Salimos así de esa necesidad puramente biológica del ‘tócame’, para entrar en los condicionantes socioculturales que delimitan hasta dónde estamos dispuestos a demandar, tolerar o rechazar el contacto físico. «Más allá de la biología, hay una carga cultural importantísima –explica Mariela Michelena–. En ciertas sociedades, tocarse supone una falta de respeto porque vulnera la intimidad del otro, mientras que en otras el contacto físico no solo está permitido, sino también valorado. Venezuela no tiene nada que ver con Japón, y España está un poco a medio camino entre ambos».

Abrazoterapia

Posiblemente pensemos que aquí nos besamos y abrazamos ‘lo suficiente’. Lo normal. Pero el caso es que en los últimos años se están produciendo fenómenos impensables unas décadas atrás. Por ejemplo, el auge de la abrazoterapia. Hace 20 años, la terapeuta Kathleen Keating escribió La terapia del abrazo, un libro que dejaría su huella en los manuales de autoayuda de todo Occidente.

Desolado por la muerte de su madre, Hunter se puso un cartel que decía: "Abrazos gratis". Así nació la abrazoterapia

En España, Lia Barbery tomó su testigo y patentó la abrazoterapia como «un sistema que utiliza el abrazo, de forma literal y metafórica, como instrumento terapéutico de regulación fisicoemocional».
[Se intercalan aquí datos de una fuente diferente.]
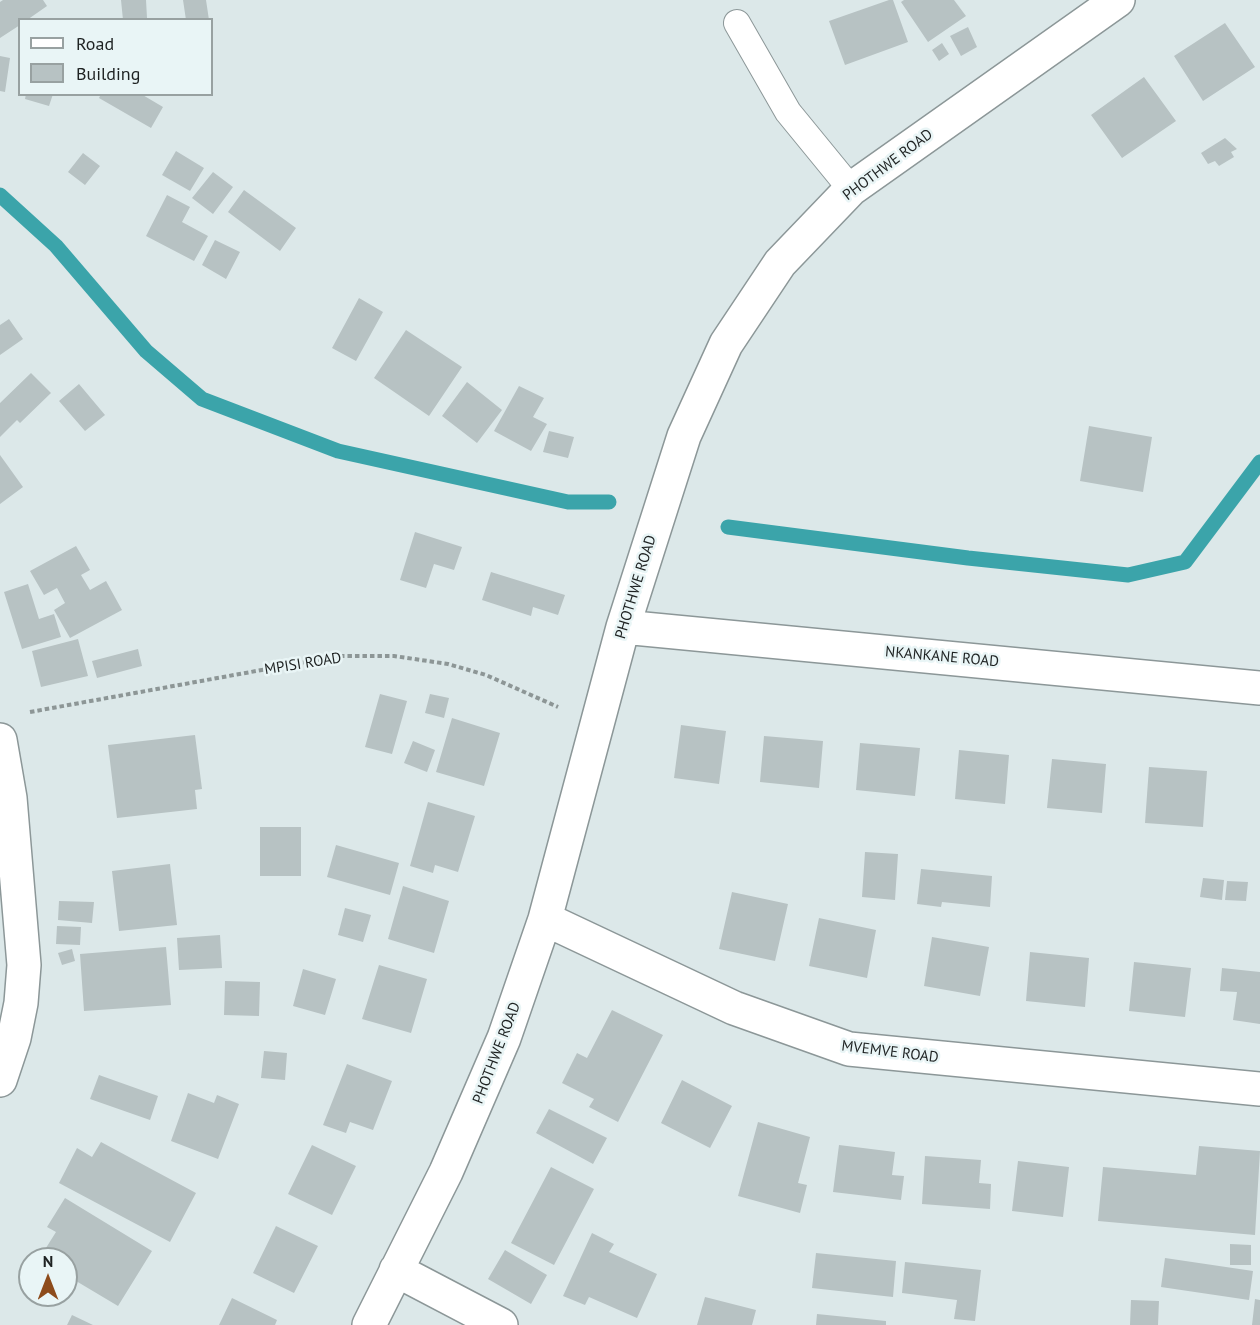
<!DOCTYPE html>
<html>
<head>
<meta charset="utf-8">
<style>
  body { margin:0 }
  #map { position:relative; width:1260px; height:1325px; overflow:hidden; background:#dce8e9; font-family:"PT Sans",sans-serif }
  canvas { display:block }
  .legend { position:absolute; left:18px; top:18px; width:195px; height:78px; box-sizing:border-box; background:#e9f5f6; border:2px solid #98a1a1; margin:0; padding:8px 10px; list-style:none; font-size:18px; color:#1e2222 }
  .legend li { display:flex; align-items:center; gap:12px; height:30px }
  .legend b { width:30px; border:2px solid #98a1a1 }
  .north { position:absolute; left:18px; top:1247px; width:60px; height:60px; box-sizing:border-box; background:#e9f5f6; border:2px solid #98a1a1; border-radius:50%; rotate:0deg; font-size:16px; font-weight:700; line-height:24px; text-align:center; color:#1e2222 }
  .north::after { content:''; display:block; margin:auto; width:21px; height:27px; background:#8d4b1b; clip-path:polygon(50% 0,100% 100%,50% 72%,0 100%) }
</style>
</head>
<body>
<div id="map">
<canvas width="1260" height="1325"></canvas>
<ul class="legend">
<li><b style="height:8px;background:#fff"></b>Road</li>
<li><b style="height:16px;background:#b7c2c3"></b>Building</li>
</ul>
<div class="north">N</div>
</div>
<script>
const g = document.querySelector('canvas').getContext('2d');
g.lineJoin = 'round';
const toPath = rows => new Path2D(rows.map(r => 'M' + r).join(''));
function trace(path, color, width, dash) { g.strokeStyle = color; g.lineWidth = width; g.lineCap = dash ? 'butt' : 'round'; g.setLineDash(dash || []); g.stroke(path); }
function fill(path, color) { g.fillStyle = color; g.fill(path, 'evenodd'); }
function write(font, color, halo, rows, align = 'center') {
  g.font = font + ' "PT Sans",sans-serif'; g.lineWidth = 5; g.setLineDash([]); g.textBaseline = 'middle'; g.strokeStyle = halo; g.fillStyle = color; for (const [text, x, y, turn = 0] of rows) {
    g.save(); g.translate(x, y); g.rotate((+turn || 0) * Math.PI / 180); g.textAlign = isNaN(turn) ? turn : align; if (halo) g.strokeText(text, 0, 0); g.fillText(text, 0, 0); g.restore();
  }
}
trace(toPath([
  [0,195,56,246,146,351,202,399,338,451,568,502,609,502],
  [728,527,968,558,1128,575,1185,562,1260,462]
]), '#3ba4aa', 15);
fill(toPath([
  [3,0,43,0,47,6,27,20,20,20,20,25,0,38,0,2],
  [121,0,146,0,147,18,123,20],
  [183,0,206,0,209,20,186,20],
  [889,0,893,0,908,42,845,65,829,21],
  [904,0,954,0,966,16,928,42,901,2],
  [1225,23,1255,67,1203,101,1174,56],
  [968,27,977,47,961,56,950,36],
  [942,43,949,54,939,61,932,50],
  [0,56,10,58,5,92,0,91],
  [1144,77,1176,121,1122,158,1091,115],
  [26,94,53,94,49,106,25,99],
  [101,94,141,94,163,107,151,128,99,98],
  [1225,138,1237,149,1231,152,1234,157,1219,166,1215,161,1208,164,1201,153],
  [176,151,204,168,190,191,162,175],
  [83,153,100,166,85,185,68,172],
  [213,172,233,187,213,214,192,198],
  [244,190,296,228,280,251,228,212],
  [167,195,190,207,182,222,208,236,194,261,146,236],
  [215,240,240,252,226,279,202,265],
  [359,298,383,312,356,361,332,348],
  [9,319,23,339,0,355,0,325],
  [406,330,462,367,429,416,374,378],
  [31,373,51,393,20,423,17,420,0,437,0,403],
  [467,382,502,410,477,443,442,416],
  [79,384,105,415,85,431,59,401],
  [519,386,544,398,533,417,547,424,531,451,494,431],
  [1089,426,1152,437,1143,492,1080,481],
  [549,431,574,437,568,458,543,452],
  [0,455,23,487,0,504],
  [415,532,462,547,454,570,434,564,426,588,400,580],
  [76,546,90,570,81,575,90,590,106,581,122,610,70,638,54,610,65,603,57,588,44,595,30,571],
  [491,572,565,595,558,615,533,607,531,616,482,600],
  [28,584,39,619,54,614,61,637,22,649,4,592],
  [78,639,88,676,41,687,32,651],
  [138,649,142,666,97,678,92,661],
  [380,694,407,701,392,754,365,747],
  [430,694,449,698,444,718,425,713],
  [452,718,500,733,484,786,436,772],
  [681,725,726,731,719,784,674,778],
  [195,735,202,789,195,790,197,809,117,818,108,745],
  [764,736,823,741,819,788,760,782],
  [413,741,435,750,427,772,404,763],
  [860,743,920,748,915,796,856,790],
  [959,750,1009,755,1005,804,955,799],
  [1052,759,1106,764,1102,813,1047,808],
  [1149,767,1207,771,1203,827,1145,823],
  [428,802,475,816,458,872,435,865,433,873,410,866],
  [260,827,301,827,301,876,260,876],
  [336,845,399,863,390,895,327,877],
  [865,852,898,854,895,900,862,897],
  [170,864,177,925,119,931,112,871],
  [921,869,992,876,990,907,942,902,941,907,917,904],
  [1203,878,1224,880,1222,900,1200,897],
  [1227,881,1248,882,1246,901,1225,900],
  [403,886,449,901,434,953,388,939],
  [732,892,788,904,775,961,719,949],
  [59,901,94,902,92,923,58,920],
  [345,908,371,915,363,942,338,935],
  [819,918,876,930,867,978,809,966],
  [57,926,81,927,80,945,56,944],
  [220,935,222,968,179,970,177,938],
  [932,937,989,947,980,996,924,986],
  [166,947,171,1005,84,1011,80,954],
  [72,949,75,961,62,965,58,953],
  [1030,952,1089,958,1085,1007,1026,1001],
  [1134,962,1191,968,1185,1017,1129,1011],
  [379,965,427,979,411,1033,362,1019],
  [1222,968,1260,972,1260,1024,1233,1020,1237,992,1220,991],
  [303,969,336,979,325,1015,293,1006],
  [225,981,260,982,259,1016,224,1015],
  [612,1010,663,1035,618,1122,589,1107,594,1099,562,1083,577,1053,587,1058],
  [264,1051,287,1053,285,1080,261,1078],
  [347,1064,392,1081,373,1130,350,1122,346,1133,323,1125],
  [99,1075,158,1096,150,1120,90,1099],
  [682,1080,732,1106,710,1148,661,1123],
  [188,1093,214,1103,217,1095,239,1104,218,1159,171,1141],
  [549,1109,607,1138,593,1164,536,1133],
  [758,1122,810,1137,798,1183,807,1185,800,1213,738,1196],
  [101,1142,196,1193,170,1242,59,1183,77,1148,92,1157],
  [312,1145,356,1166,332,1215,288,1194],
  [839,1145,895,1152,892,1175,904,1176,901,1200,833,1192],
  [1199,1146,1260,1151,1255,1235,1098,1221,1103,1167,1196,1175],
  [925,1156,981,1160,979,1183,991,1184,990,1209,922,1204],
  [1018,1161,1069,1167,1063,1217,1012,1211],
  [551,1167,594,1189,554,1265,511,1243],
  [65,1198,152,1251,118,1306,66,1275,66,1259,39,1259,56,1232,47,1227],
  [276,1226,318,1246,294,1293,253,1273],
  [592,1233,614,1244,609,1252,657,1274,637,1318,589,1297,585,1305,563,1296],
  [1230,1244,1251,1245,1251,1265,1230,1265],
  [505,1250,547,1275,531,1304,488,1279],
  [816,1253,896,1261,893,1297,812,1288],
  [1165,1258,1253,1271,1249,1300,1161,1287],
  [905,1262,981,1270,975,1321,954,1319,957,1300,902,1293],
  [705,1297,756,1310,752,1325,697,1325],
  [232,1298,277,1320,275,1325,219,1325],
  [1255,1299,1260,1300,1260,1325,1252,1325],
  [1131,1300,1159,1301,1158,1325,1130,1325],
  [817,1314,886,1321,886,1325,816,1325],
  [72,1315,93,1325,67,1325]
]), '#b7c2c3');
const lane = toPath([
  [737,23,788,112,851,189]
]);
const street = toPath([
  [623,627,1260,688],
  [0,740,10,798,24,965,21,1003,14,1038,0,1080],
  [545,919,734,1008,849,1049,1260,1089],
  [396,1270,501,1325],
  [369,1325,446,1172,504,1038,545,919,623,627,684,436,726,344,780,263,851,189,1118,0]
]);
trace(lane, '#8c9798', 28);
trace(street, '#8c9798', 36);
trace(toPath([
  [30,712,339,656,394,656,448,664,486,675,558,707]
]), '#8d9696', 4, [4.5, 3]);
trace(lane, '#fff', 26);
trace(street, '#fff', 33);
write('15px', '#1e2222', '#e9f5f6', [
  ["PHOTHWE ROAD",888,165,-37],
  ["PHOTHWE ROAD",636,587,-73],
  ["NKANKANE ROAD",942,657,5],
  ["MPISI ROAD",303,664,-9],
  ["MVEMVE ROAD",890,1052,7],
  ["PHOTHWE ROAD",497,1053,-69]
]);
</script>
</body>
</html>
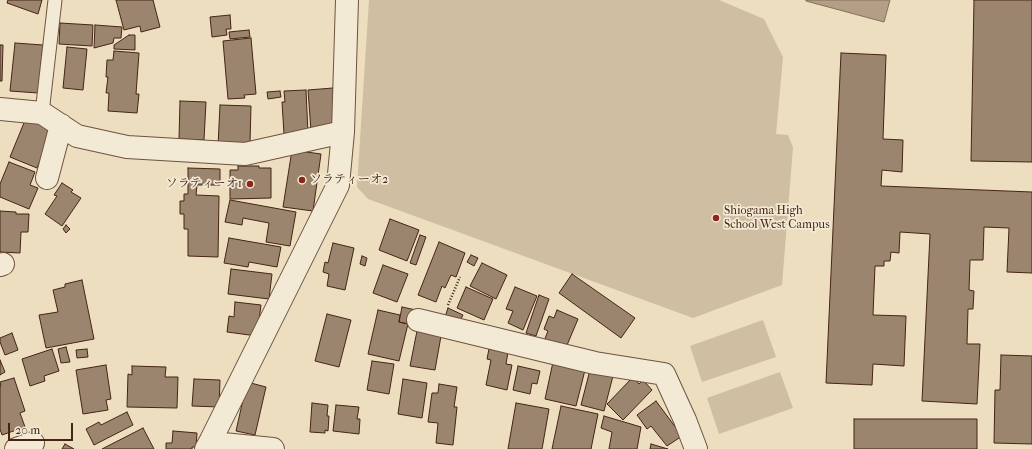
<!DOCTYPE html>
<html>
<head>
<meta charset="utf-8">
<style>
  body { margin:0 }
  #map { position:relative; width:1032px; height:449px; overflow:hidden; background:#ecdebf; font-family:"IM FELL French Canon",serif }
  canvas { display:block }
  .scale { position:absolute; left:8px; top:423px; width:65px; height:18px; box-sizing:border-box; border:2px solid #452417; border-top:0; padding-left:5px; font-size:12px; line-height:14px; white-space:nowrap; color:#452417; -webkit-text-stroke:3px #f3ead5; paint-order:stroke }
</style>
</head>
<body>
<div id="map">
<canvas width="1032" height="449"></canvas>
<div class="scale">20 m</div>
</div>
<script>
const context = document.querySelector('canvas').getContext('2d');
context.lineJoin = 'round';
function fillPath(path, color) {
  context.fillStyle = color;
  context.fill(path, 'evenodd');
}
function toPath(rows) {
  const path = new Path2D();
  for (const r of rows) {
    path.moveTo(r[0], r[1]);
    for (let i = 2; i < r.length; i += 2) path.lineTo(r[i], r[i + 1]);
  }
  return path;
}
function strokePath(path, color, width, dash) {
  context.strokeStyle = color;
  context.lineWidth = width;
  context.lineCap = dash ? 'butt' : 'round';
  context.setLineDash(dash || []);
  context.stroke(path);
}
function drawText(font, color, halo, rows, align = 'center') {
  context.font = font + ' "IM FELL French Canon","Noto Serif JP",serif';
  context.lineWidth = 3.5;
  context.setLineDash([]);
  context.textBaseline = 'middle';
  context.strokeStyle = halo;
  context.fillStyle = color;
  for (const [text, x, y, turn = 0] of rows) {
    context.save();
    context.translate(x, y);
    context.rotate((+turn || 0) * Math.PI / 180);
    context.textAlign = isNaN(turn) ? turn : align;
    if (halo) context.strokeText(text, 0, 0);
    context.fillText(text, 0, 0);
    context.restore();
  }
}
fillPath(toPath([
  [369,0,719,0,764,19,783,57,776,134,788,135,793,147,782,285,693,318,368,199,357,187],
  [763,320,776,357,702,382,690,346],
  [780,372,793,408,719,434,707,398]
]), '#d0bea2');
const water = toPath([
  [806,0,890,0,884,22,806,1,806,0]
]);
fillPath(water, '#b39f86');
strokePath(water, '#876e5a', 1);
const building = toPath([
  [8,0,42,0,38,14,7,3,8,0],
  [116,0,153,0,160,27,141,32,140,26,124,30,116,0],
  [974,0,1032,0,1032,162,971,161,974,0],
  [230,15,231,29,226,29,227,35,212,37,210,17,230,15],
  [60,23,93,25,92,46,59,44,60,23],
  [95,25,122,27,121,38,114,38,113,43,94,48,95,25],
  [249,30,250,37,230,39,229,32,249,30],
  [129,35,135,35,135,50,114,49,114,45,129,35],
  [251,38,256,94,244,95,245,98,228,99,223,41,251,38],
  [15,43,43,45,38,93,10,91,15,43],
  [0,45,3,45,2,81,0,81,0,45],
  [67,47,87,49,83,90,63,88,67,47],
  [114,51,139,53,136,94,139,94,137,113,108,111,109,93,106,93,108,77,106,77,107,60,113,60,114,51],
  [841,53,886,55,883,139,903,140,902,172,882,170,881,186,1032,192,1032,273,1007,272,1009,228,984,227,983,260,970,260,969,290,974,291,973,309,968,309,967,344,980,344,977,404,922,401,930,234,900,232,899,253,891,252,890,261,884,261,884,266,875,266,873,315,906,316,904,366,873,364,872,385,826,383,841,53],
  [333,88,336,117,328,127,311,131,308,90,333,88],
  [306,90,308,133,284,134,282,102,285,102,284,91,306,90],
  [280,91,281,97,268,99,267,92,280,91],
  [180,101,206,102,204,140,179,139,180,101],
  [220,105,251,106,250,143,239,143,239,147,218,146,220,105],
  [26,118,53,130,37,168,10,157,26,118],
  [292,150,321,154,313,211,283,207,292,150],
  [9,162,35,172,30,185,38,188,29,209,0,197,0,184,9,162],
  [238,166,259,166,259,168,271,168,271,198,230,199,230,170,238,170,238,166],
  [188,168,220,169,220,185,197,185,196,195,219,196,218,257,188,256,188,229,184,229,184,214,180,214,180,201,184,201,184,194,188,194,188,168],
  [62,183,73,190,71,192,81,198,62,226,45,214,57,196,54,195,62,183],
  [230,200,296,212,290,246,266,242,269,223,243,218,242,225,225,222,230,200],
  [0,211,16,212,16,214,29,214,28,232,21,232,20,253,0,252,0,211],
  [390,219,419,230,407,261,379,250,390,219],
  [66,225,70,229,66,233,63,229,66,225],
  [420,235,426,237,416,265,410,263,420,235],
  [229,238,281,247,277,267,249,262,248,267,224,263,229,238],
  [439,242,465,253,456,277,451,275,445,288,442,286,436,302,418,295,439,242],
  [333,243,354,248,345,290,327,286,329,274,323,272,325,262,328,263,333,243],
  [471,255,478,258,474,266,467,262,471,255],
  [362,256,367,258,365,266,360,264,362,256],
  [482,263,507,275,496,299,470,286,482,263],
  [383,265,408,274,397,302,373,293,383,265],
  [231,269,272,274,269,299,228,294,231,269],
  [572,274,635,318,621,338,559,293,572,274],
  [82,280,94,339,46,348,39,315,58,312,53,290,65,287,65,284,82,280],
  [466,287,493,299,484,320,457,308,466,287],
  [515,287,537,296,523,330,508,323,513,311,506,309,515,287],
  [539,295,549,299,536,336,526,333,539,295],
  [235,302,261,305,257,336,227,332,229,316,234,317,235,302],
  [402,307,416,310,413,325,399,322,402,307],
  [448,308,463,315,459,323,445,317,448,308],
  [378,310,400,315,399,322,408,324,399,361,368,354,378,310],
  [557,310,578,319,565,350,544,341,548,331,544,329,549,316,554,318,557,310],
  [327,314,351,320,339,367,315,361,327,314],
  [417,331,441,336,435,370,410,366,417,331],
  [12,333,18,350,5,355,0,342,0,338,12,333],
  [66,347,70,362,61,363,58,349,66,347],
  [52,349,59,371,44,376,45,381,30,386,22,359,52,349],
  [87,349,88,357,77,358,76,350,87,349],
  [489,349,508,352,506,364,512,365,507,390,486,385,491,360,487,359,489,349],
  [1001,355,1032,356,1032,444,994,443,995,390,1000,390,1001,355],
  [0,360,5,372,0,375,0,360],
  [372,361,394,364,389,394,367,390,372,361],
  [553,362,585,370,576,406,545,399,553,362],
  [106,365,111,399,106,400,108,410,83,414,76,370,106,365],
  [132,366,166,367,165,377,178,377,177,408,127,407,128,374,132,375,132,366],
  [518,366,540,371,537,384,532,383,530,394,513,390,518,366],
  [590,370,613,376,604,411,581,405,590,370],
  [633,377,639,384,643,380,652,390,623,420,607,404,633,377],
  [14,378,25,411,20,413,25,427,2,435,0,429,0,386,1,386,0,382,14,378],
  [194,379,220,380,219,407,192,406,194,379],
  [403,379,427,383,422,418,398,414,403,379],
  [247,382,266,387,255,435,236,431,247,382],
  [439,384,457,387,454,407,457,407,453,445,436,443,438,423,428,422,432,393,438,393,439,384],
  [656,401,682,436,667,446,651,426,647,429,637,415,656,401],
  [312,403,328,405,327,416,329,416,328,431,325,430,325,433,310,432,312,403],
  [516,403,549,409,542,449,508,449,516,403],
  [336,405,359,407,357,419,360,419,359,434,333,431,336,405],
  [561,406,598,414,591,449,552,449,561,406],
  [127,412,133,425,94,445,86,429,99,422,101,425,127,412],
  [604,416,641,427,637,449,609,449,612,432,601,428,604,416],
  [854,419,977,419,977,449,854,449,854,419],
  [143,428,154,449,102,449,143,428],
  [173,431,197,433,196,447,192,447,192,449,166,449,166,443,172,443,173,431],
  [65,444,74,449,62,449,65,444],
  [651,444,668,449,650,449,651,444]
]);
fillPath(building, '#9c856e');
strokePath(building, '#452417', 1);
const lane = toPath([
  [42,113,55,0]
]);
const street = toPath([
  [0,109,42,113,77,136,127,147,245,154,343,132],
  [47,178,61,125],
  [0,265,3,264],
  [418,320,595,363,664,374,685,420,696,449],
  [211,440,223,444,273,449],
  [16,449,33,443],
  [206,449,211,440,338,185,343,132,347,0]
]);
strokePath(lane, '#6f5241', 15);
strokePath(street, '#6f5241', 24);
strokePath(toPath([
  [448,305,460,277]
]), '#452417', 2.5, [1, 2]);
strokePath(lane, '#f3ead5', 13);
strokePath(street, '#f3ead5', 22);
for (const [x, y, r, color] of [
  [302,180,4,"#8f2418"],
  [250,184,4,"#8f2418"],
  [716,218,4,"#8f2418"]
]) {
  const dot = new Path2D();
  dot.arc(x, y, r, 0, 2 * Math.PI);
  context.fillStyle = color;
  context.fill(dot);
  strokePath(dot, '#f3ead5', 1.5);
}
drawText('12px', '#452417', '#f3ead5', [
  ["ソラティーオ2",310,180],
  ["ソラティーオ1",242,184,"right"],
  ["Shiogama High",724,211],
  ["School West Campus",724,225]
], 'left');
</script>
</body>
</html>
En sus talleres, Barbery propone dar «un marco a una actividad natural y atávica, derribando barreras construidas a lo largo de la ‘culturización’ social, barreras que han recortado la espontaneidad y el sentido lúdico de la expresión de nuestra auténtica esencia».

Ese recorte en la espontaneidad tal vez se explique por «la omnipresencia de los estímulos visuales por encima de lo táctil, de lo efímero frente a lo duradero», apunta Michelena, y está detrás de movimientos como el ya célebre Free Hugs, iniciado en 2001 por el estadounidense Jason Hunter: angustiado por la muerte de su madre, Hunter salió a la calle con un cartel que únicamente decía: «Abrazos gratis». Una chica lo envolvió entre sus brazos y así nació un movimiento que ha dado la vuelta al mundo.